But despite the recent election that resulted in Republicans controlling both houses of Congress and the White House, Butera is suddenly having some success. Democrats have been more favorable to action on climate change, but Butera is getting Republicans on board too.

"It's not enough to try and advocate for one party or another because nothing substantive can happen unless it has support from both parties," he said.

'Civil conversations with solutions'

Butera is a successful entrepreneur, having created and sold two businesses. But these days instead of courting investors, he now spends all his time volunteering with the Citizen's Climate Lobby.

This week, Butera joined with thousands of climate activists who traveled to Washington, D.C. to visit their members of Congress to encourage them to do something about warming temperatures, rising seas and melting ice caps.

They held an annual lobbying day for the Citizens Climate Lobby, which has 400 chapters across the country, and citizen lobbyists in every congressional district. Butera says instead of confrontation, they take a friendly, calm approach to an issue that has been mired in partisan roadblocks.

"If we could get members together and talk about this in a calm way we could break this log jam," he said.

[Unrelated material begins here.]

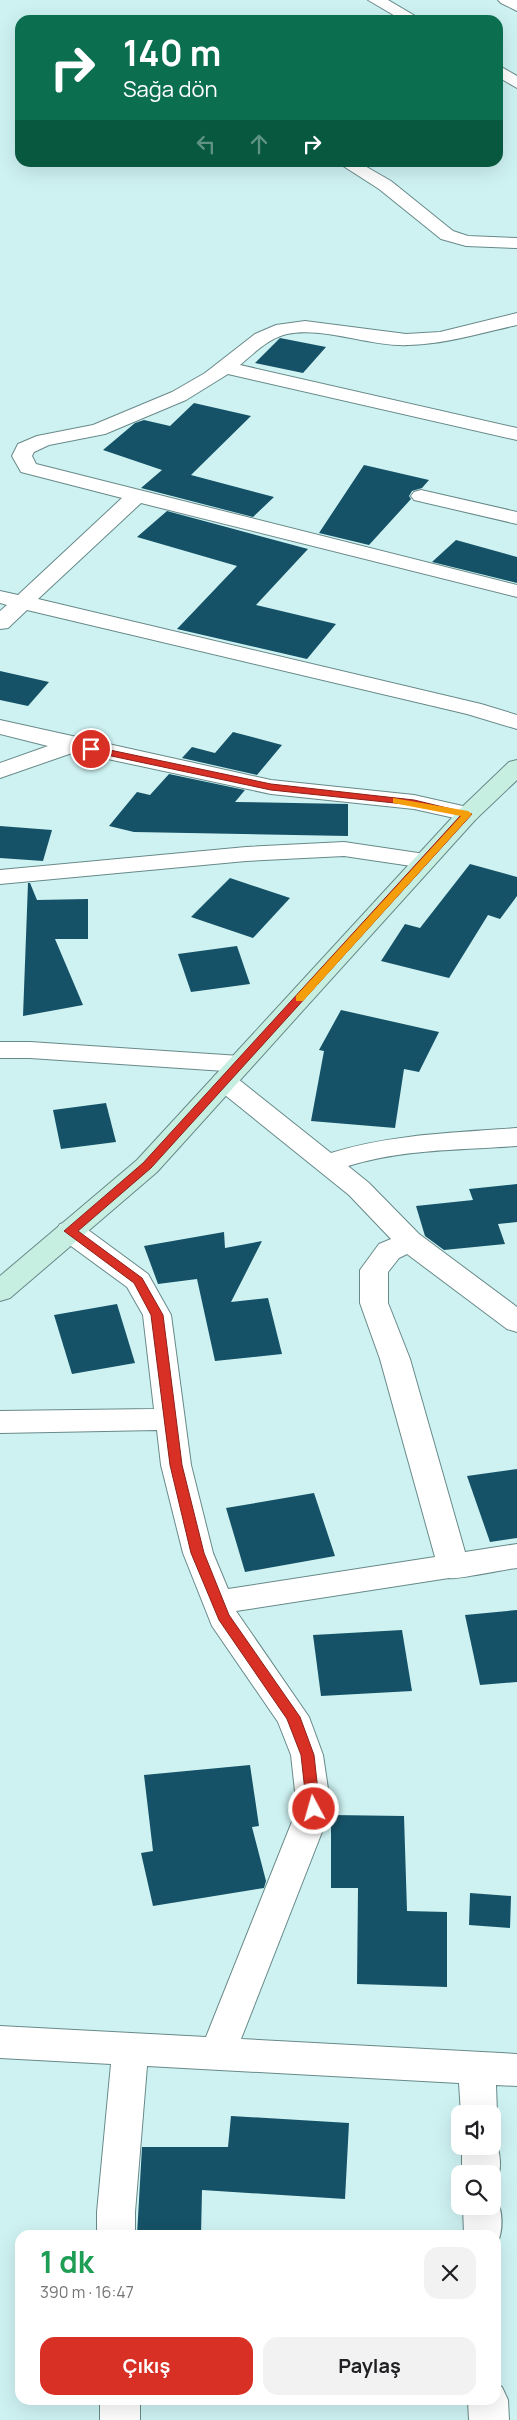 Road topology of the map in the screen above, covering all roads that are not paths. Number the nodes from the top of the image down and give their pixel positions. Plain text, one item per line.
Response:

Four years ago, Butera got the idea for a new bi-partisan caucus that would have the goal of pushing for climate solutions, specifically economic solutions. It wasn't hard to get Democrats on board, but he spent three years looking for a Republican. By design, the caucus is now half Republican, half Democrat.

Having people voice outrage, that's OK, but we also need civil conversations with solutions.

Jay Butera

Butera says he's taking the middle ground.

"I understand citizens are outraged and I respect their fierce advocacy," he said. "But it doesn't move the conversation forward. Having people voice outrage, that's OK, but we also need civil conversations with solutions."

Butera began his quest for a Republican caucus member in Florida, a place where rising seas already cause nuisance flooding in urban areas. Starting at the local level, he talked to township commissioners and Chambers of Commerce. He spoke their language.

"It has definitely helped me to have a background in business," he said. "From a business person's point of view, climate impacts and the disruptions they are causing present a big risk to our economy."

He found his first Republican last year. Carlos Curbelo from South Florida represents a district already witnessing the impacts of rising seas. Curbelo and Democrat Ted Deutch, another South Florida Congressman, formed the Climate Solutions Caucus in April, 2016. Since then the caucus has grown to 42 members.

It's a small, but growing group.

"I see this wall coming down now," Butera said. "Since the beginning of this year 14 Republicans have joined the Climate Solutions Caucus. That's a startling fact. That gives me a lot of hope."

Butera also worked with members of the Citizen's Climate Lobby to visit their local representatives in their home offices and lobby their campaigns. Some, like freshman Republican congressman Don Bacon from Nebraska, made it a campaign pledge to join the caucus.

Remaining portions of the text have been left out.